*What to work on*.
Keep every line of the data below that has the string "void" and present those lines.

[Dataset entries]
┌────────

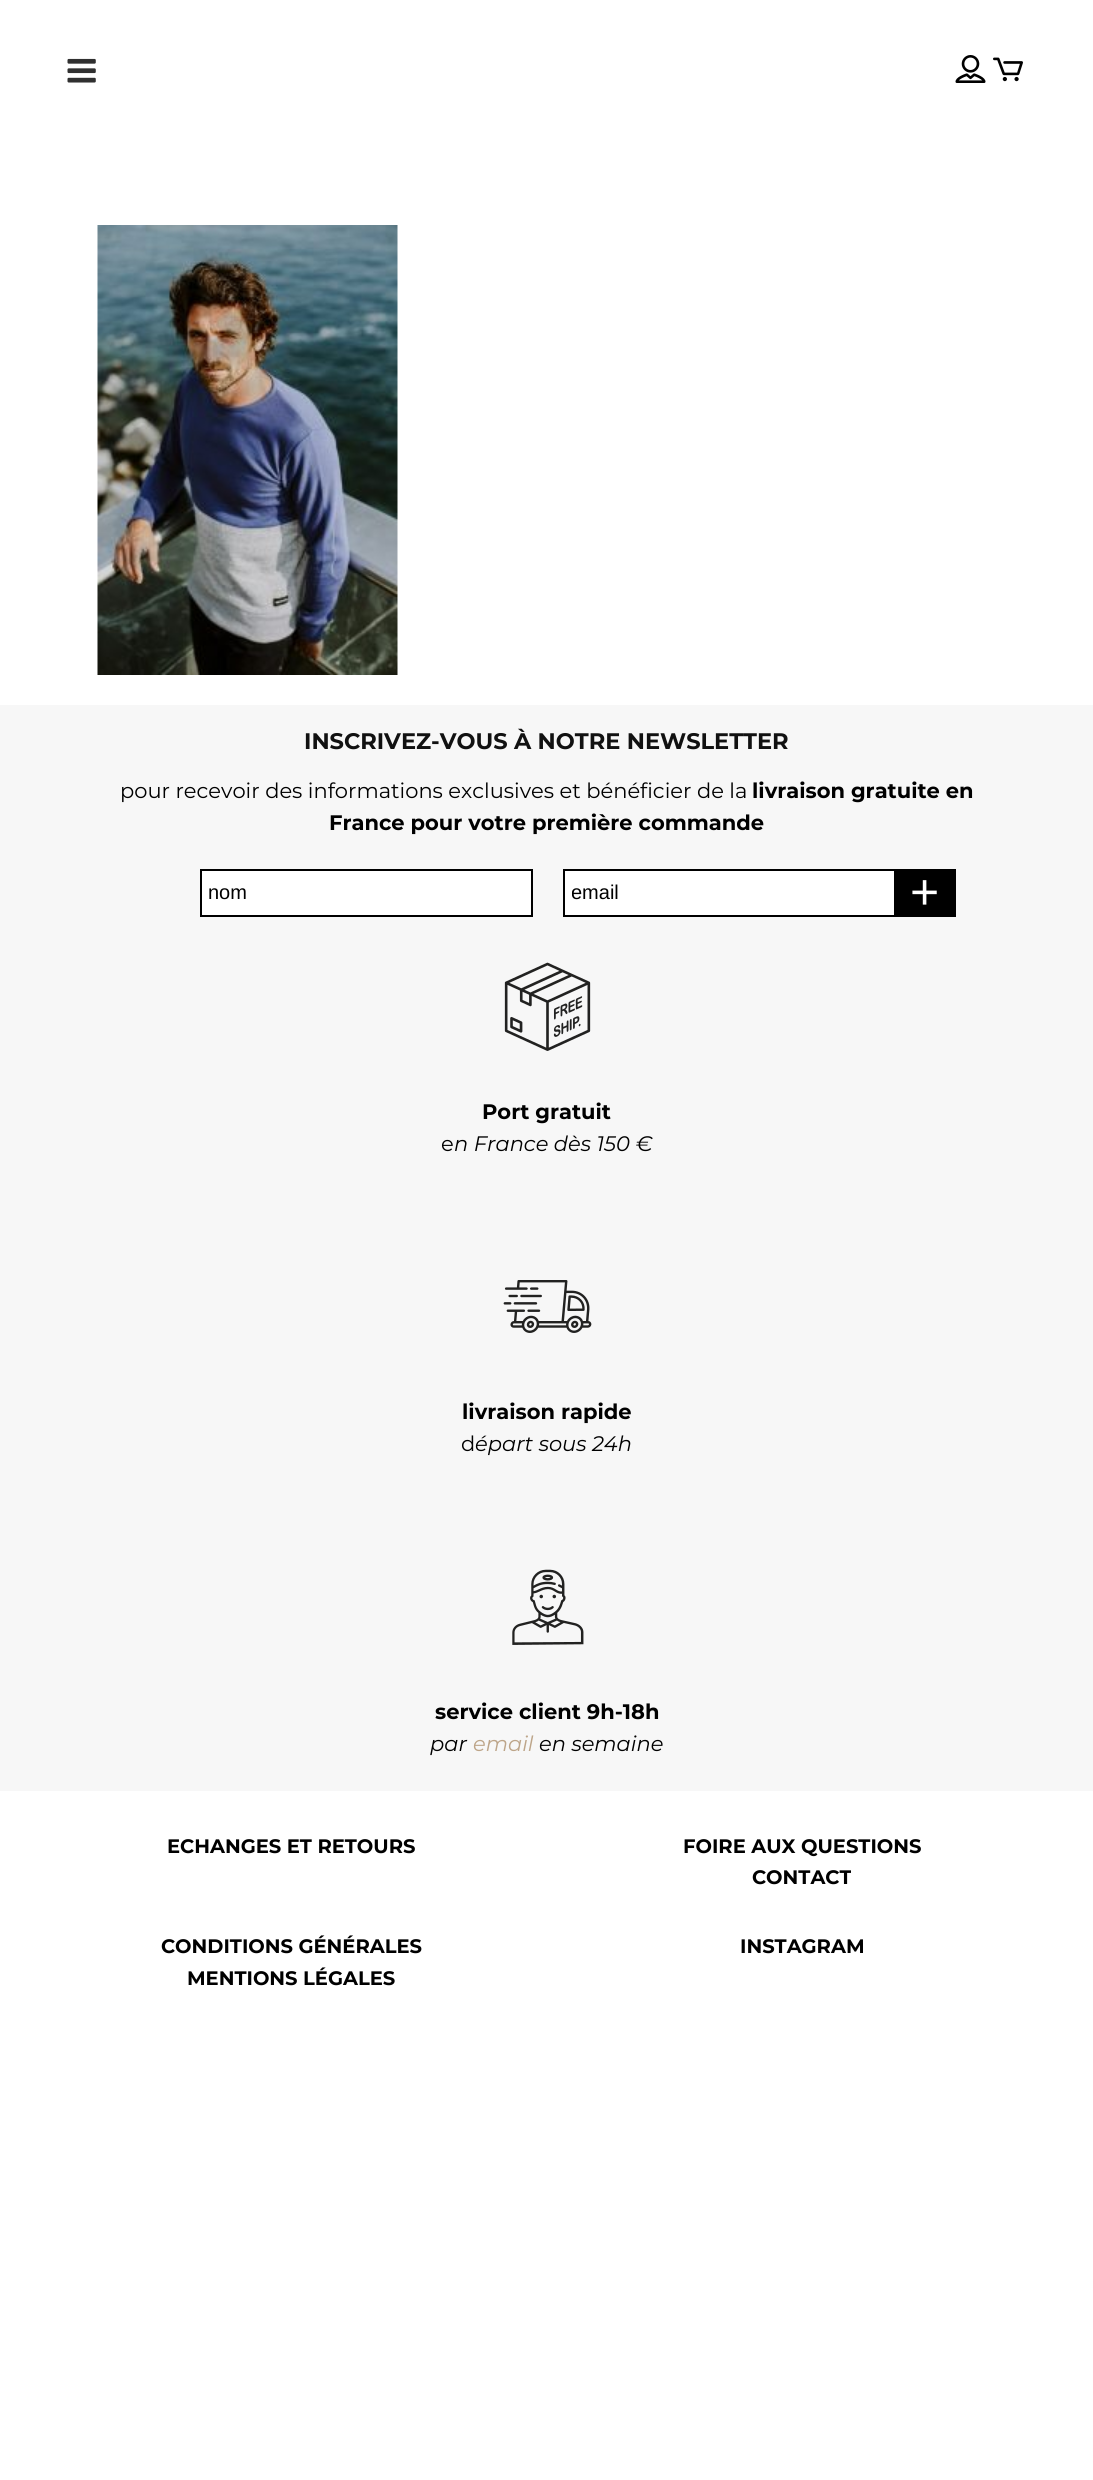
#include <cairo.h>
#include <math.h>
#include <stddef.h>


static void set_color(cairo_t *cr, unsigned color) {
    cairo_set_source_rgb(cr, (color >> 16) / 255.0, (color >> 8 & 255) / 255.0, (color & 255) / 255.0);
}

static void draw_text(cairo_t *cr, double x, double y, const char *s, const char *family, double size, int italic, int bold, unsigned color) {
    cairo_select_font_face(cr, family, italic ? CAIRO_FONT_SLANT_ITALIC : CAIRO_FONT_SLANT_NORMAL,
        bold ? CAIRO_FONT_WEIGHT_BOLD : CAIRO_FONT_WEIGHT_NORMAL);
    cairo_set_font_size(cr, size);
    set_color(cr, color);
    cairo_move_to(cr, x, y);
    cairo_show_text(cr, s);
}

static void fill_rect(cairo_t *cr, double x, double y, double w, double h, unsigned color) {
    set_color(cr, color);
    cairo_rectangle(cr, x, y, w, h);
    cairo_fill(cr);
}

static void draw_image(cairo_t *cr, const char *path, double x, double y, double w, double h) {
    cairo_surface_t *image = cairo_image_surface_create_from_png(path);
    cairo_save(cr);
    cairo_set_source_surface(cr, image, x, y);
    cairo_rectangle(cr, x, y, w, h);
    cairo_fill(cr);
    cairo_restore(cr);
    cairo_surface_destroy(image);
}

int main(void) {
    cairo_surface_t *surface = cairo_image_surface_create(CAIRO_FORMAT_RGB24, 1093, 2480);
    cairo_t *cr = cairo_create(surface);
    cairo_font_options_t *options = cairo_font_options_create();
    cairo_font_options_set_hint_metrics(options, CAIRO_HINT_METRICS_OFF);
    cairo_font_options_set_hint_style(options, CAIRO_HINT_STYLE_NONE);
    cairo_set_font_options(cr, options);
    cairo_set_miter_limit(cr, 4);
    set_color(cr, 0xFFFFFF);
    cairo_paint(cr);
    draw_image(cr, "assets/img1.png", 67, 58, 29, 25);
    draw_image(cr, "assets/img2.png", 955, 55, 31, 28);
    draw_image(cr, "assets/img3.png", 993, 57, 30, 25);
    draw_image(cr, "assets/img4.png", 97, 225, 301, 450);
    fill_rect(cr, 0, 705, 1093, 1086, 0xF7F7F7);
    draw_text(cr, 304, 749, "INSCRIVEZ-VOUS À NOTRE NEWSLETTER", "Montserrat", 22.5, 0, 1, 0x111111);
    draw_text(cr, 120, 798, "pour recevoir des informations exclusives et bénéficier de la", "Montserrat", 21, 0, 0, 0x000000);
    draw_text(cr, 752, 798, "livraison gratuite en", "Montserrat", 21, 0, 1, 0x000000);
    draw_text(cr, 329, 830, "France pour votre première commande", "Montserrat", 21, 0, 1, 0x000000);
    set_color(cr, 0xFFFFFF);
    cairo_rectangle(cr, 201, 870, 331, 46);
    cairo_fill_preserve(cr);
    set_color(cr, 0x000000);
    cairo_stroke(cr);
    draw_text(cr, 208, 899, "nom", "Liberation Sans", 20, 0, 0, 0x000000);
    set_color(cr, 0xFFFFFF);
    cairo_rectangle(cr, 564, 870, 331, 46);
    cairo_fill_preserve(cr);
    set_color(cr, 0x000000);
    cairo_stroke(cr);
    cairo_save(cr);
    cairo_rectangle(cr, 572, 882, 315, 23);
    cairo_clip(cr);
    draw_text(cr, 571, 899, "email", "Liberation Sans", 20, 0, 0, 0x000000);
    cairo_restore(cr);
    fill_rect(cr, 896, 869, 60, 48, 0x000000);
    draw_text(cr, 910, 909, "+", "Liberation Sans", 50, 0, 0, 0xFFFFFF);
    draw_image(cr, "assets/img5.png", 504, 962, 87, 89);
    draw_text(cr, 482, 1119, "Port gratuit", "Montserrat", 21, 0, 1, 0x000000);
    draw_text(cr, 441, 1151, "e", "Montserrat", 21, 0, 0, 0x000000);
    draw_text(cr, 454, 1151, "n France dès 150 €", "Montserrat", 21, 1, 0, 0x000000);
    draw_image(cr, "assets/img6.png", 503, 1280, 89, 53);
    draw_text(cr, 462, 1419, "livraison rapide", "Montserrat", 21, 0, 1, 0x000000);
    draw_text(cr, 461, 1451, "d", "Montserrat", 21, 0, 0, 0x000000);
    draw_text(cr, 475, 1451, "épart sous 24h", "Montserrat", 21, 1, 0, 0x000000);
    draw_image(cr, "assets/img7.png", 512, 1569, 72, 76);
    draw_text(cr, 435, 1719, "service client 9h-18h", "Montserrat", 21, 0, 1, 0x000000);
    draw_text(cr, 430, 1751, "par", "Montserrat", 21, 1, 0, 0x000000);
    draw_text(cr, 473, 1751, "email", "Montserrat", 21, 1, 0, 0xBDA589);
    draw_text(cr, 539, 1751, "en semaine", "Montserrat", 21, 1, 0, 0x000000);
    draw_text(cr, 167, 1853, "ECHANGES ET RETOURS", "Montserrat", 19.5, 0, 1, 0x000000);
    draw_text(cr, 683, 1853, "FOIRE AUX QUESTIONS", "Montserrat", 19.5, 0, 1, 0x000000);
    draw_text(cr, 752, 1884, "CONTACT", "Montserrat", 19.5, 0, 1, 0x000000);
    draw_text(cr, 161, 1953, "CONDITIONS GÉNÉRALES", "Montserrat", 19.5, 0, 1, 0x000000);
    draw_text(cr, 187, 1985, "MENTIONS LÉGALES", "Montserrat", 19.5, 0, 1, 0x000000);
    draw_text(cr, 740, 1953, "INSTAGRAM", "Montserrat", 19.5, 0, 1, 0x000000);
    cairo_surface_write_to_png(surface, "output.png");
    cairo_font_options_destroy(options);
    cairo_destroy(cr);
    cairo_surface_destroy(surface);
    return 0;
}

└────────

*Answer for the task*.
static void set_color(cairo_t *cr, unsigned color) {
static void draw_text(cairo_t *cr, double x, double y, const char *s, const char *family, double size, int italic, int bold, unsigned color) {
static void fill_rect(cairo_t *cr, double x, double y, double w, double h, unsigned color) {
static void draw_image(cairo_t *cr, const char *path, double x, double y, double w, double h) {
int main(void) {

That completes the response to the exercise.